© Copyright – 2019 – Athletics Illustrated
Thirty-three-year-old American Zach Bitter broke the world 100-mile record this week in the Six Days in the Dome race on the indoor track at the Pettit Centre located in Milwaukee, Wisconsin. The race started at 2:30 pm on Saturday, August 24.
He ran through in the time of 11-hours, 19-minutes and 13 seconds and covered 169.90-kilometres (104.88 miles). He also bettered the 12-hour record.
It was a pursuit that took him over six years to achieve, after he had set the American 100-mile record at the Desert Solstice Invitational in 2013 where he ran 11:40:55.
His new world record took Russian Oleg Kharitonov’s performance of 11:28:03 from 2002.
Asked about the experience versus his Desert Solstice record-setting race, Bitter told Athletics Illustrated, “I think a bit of experience and a slightly different pacing strategy was the biggest difference. At Solstice, I faded pretty hard the last 15 miles. I was a bit more conservative in the early miles at the Pettit Center, which ultimately produced a two-minute and three-second negative split.
It definitely helped to have the added motivation of not wanting to have the same thing happen at the end of this race. The way I describe it is the difference between a solid day and a great day is how many more times you can push back the self-doubt.”
Bitter was busy training for the 246-kilometre Spartathlon in Greece that runs between Athens and Sparti (Sparta) that happens in September when he got a call from the race director. He was training in the hot summer of Phoenix, Arizona where the temperatures would climb over 38C or 100F.
Six Days in the Dome would be a tune-up race for Spartathlon and an attempt at the record, which he could feel was within his reach.
Asked how he feels to be on the other side of the record-setting performance he said, “It feels great. It has been a nearly six-year journey to find this day. The fact that I stayed motivated and determined despite some failed attempts along the way means far more than the actual WR to me. Ultimately, my curiosity is in how fast I can run a flat 100-miler. I think I can take more time of this race, so I’ll definitely be picking some spots down the road.”

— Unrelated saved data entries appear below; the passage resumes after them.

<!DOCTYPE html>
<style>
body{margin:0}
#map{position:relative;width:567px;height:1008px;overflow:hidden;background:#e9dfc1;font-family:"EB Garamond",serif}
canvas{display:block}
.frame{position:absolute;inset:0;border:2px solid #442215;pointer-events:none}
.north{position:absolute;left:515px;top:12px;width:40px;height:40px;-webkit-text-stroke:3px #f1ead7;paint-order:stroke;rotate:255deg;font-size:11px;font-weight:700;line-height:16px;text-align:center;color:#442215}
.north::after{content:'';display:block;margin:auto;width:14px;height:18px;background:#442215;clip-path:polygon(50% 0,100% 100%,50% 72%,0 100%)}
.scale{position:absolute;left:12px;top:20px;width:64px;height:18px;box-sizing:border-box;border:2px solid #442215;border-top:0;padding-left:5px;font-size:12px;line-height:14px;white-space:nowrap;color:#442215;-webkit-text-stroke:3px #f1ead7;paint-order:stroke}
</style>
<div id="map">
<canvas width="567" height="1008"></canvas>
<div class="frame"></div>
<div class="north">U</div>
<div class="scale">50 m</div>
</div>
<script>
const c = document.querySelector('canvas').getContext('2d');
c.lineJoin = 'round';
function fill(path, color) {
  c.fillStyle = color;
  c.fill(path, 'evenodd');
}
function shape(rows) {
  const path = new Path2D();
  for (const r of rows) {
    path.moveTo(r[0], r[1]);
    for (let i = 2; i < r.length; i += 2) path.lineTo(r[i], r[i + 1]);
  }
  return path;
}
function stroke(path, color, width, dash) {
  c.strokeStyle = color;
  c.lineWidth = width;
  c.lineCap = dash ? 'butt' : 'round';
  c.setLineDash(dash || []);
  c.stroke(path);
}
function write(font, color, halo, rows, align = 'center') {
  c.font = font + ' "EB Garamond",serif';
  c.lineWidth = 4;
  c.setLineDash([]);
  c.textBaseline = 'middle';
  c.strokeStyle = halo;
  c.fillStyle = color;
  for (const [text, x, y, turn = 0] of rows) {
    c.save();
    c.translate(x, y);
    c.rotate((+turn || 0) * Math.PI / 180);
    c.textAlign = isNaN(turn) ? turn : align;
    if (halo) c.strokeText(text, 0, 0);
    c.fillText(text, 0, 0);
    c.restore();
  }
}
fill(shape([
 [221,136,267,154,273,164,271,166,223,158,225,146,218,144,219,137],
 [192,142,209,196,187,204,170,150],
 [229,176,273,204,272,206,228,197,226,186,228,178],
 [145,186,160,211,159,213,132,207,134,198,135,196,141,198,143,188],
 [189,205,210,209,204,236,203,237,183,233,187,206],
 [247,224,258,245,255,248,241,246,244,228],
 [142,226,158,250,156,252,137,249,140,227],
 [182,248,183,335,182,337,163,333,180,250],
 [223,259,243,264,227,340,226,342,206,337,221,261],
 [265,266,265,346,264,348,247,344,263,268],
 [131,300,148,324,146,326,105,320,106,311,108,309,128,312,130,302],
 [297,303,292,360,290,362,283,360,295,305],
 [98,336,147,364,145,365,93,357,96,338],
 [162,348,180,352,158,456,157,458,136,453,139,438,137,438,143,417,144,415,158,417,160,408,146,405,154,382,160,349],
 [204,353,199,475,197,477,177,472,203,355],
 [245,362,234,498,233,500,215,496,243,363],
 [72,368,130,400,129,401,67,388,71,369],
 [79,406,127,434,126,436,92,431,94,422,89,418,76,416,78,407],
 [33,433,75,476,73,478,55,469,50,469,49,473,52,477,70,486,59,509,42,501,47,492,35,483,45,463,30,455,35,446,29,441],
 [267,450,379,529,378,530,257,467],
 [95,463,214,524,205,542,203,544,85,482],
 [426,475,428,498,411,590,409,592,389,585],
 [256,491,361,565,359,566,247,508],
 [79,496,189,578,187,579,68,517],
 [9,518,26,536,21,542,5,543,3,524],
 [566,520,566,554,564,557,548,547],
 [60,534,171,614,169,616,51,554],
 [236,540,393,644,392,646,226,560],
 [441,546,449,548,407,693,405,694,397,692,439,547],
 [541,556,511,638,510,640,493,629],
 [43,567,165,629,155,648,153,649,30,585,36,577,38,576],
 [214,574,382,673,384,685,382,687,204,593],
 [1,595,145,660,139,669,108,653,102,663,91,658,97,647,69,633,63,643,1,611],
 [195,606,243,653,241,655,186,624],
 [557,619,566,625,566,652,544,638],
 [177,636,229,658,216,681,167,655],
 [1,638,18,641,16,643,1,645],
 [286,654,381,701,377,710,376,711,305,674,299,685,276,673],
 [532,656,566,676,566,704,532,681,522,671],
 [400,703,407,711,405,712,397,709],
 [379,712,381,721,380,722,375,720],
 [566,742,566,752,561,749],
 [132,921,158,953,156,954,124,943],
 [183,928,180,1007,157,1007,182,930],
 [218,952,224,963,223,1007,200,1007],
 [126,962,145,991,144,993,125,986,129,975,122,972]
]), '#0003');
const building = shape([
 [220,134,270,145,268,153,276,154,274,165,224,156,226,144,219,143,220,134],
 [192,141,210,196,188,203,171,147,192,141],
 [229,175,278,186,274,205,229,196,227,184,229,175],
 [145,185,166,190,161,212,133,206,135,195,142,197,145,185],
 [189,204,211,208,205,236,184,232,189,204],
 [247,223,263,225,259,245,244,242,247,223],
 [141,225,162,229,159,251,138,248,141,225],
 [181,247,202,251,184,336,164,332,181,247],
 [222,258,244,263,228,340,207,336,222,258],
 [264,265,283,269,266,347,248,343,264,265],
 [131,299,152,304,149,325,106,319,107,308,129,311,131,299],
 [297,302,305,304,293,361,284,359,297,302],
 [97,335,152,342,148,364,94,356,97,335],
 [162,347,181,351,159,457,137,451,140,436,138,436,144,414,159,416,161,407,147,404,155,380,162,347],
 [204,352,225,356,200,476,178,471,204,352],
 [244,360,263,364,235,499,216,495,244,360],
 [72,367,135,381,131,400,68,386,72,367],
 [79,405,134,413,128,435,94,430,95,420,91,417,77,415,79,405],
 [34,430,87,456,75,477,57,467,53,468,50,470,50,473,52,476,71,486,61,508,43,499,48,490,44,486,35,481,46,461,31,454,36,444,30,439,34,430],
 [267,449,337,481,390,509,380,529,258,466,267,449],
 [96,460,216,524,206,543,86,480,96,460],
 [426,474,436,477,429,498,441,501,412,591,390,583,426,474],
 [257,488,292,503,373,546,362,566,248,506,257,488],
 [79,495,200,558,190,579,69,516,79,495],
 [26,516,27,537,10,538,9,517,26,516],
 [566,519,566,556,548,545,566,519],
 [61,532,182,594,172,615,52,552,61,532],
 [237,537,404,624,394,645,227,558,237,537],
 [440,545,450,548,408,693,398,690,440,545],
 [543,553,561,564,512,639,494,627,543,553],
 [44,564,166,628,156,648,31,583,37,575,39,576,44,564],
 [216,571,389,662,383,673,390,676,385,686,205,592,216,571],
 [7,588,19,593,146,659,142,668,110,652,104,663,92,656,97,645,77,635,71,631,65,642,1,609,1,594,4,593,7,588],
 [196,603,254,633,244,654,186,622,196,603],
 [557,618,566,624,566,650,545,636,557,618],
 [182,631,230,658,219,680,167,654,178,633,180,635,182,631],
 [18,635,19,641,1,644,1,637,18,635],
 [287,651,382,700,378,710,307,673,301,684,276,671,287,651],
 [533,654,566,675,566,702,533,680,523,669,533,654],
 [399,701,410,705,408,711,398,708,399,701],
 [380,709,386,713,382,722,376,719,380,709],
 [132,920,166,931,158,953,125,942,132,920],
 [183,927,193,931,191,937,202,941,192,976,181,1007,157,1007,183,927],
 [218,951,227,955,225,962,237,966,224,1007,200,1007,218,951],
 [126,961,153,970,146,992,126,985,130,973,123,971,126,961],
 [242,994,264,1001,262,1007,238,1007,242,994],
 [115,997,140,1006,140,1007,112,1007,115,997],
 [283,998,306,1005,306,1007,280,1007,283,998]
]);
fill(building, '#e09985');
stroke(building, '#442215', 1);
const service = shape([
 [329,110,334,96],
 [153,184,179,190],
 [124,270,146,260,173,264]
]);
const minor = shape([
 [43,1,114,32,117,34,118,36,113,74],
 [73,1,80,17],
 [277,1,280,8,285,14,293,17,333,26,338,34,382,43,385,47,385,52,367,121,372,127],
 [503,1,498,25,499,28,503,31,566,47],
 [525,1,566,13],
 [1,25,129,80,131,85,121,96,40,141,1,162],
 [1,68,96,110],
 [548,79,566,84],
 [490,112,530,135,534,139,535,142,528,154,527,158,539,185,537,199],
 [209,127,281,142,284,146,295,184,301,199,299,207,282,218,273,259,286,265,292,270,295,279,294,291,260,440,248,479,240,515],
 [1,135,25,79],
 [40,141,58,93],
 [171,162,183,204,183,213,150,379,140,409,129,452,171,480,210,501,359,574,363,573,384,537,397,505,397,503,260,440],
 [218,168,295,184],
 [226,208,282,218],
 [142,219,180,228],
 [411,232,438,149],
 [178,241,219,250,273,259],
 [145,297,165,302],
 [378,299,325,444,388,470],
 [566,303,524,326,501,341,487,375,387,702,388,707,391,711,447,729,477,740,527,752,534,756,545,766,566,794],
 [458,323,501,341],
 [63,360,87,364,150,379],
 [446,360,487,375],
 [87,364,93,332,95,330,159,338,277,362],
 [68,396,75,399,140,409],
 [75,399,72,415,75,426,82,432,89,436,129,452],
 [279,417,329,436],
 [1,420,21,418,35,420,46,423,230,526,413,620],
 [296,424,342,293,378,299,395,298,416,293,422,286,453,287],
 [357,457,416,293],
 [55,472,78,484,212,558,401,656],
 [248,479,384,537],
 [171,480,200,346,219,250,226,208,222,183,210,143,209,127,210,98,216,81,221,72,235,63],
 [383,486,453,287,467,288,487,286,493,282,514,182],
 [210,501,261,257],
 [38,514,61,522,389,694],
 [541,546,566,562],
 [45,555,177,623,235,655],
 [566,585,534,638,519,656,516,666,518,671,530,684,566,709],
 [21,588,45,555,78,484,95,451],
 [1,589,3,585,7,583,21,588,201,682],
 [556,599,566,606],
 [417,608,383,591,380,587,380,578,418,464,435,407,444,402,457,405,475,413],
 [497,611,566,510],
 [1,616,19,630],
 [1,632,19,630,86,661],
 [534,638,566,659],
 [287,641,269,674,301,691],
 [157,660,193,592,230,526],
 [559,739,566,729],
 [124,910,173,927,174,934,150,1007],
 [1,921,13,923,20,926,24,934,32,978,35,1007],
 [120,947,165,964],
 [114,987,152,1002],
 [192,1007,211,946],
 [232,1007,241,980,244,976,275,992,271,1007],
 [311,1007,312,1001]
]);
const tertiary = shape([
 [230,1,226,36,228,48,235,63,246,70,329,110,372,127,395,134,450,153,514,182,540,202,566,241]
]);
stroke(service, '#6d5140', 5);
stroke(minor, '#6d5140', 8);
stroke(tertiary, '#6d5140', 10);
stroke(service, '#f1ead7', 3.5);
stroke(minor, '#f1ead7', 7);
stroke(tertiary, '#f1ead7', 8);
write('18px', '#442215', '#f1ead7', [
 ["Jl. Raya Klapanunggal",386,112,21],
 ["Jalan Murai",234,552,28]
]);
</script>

He averaged 6:48/mile (4:14/km), a negative split with the second half done in under five-hours and 40 minutes.
The track is measured at 443-metres in length.
Bitter, known as a low-carb and high fat advocate, does take in a strategic load of carbohydrates leading up to an important race and during the event as well. Asked about his strategy for the world record performance he said, “My pre-race and race protocol starts about a week out. I go very low carb for about 4-5 days at the beginning of the week. When I am about 36-48 hours from the race, I start bringing back a few carb options.
I typically like some potatoes, fruit, and or raw honey. On race day, my fuelling focus is on-board fat, glycogen, and exogenous carbohydrate. Even the leanest athletes have enough body fat to fuel that side of things during the event. Muscle glycogen is the fuel tank that is at risk of running low, so I’ll do a slow drip of carbs throughout the race. My protocol on this day was on the higher end of what I normally target. This was mostly due to the cooler temps inside the Pettit Center, I was confident I wouldn’t have stomach issues.
It ended up being about 20 grams of Xendurance Fuel-5 every 30 minutes mixed in a range of water from 8-16 ounces depending on thirst level. Starting at hour five, I began taking a pack of Unimate (an instant blend of the popular yerba mate tea) every hour until the finish.”
The 2019 event is the second edition of Six Days in the Dome. The first was held in August 2014 in Anchorage, Alaska at the Alaska Dome.
In that trace, Joe Fejes broke the American record for a six-day run with his 169-kilometre performance.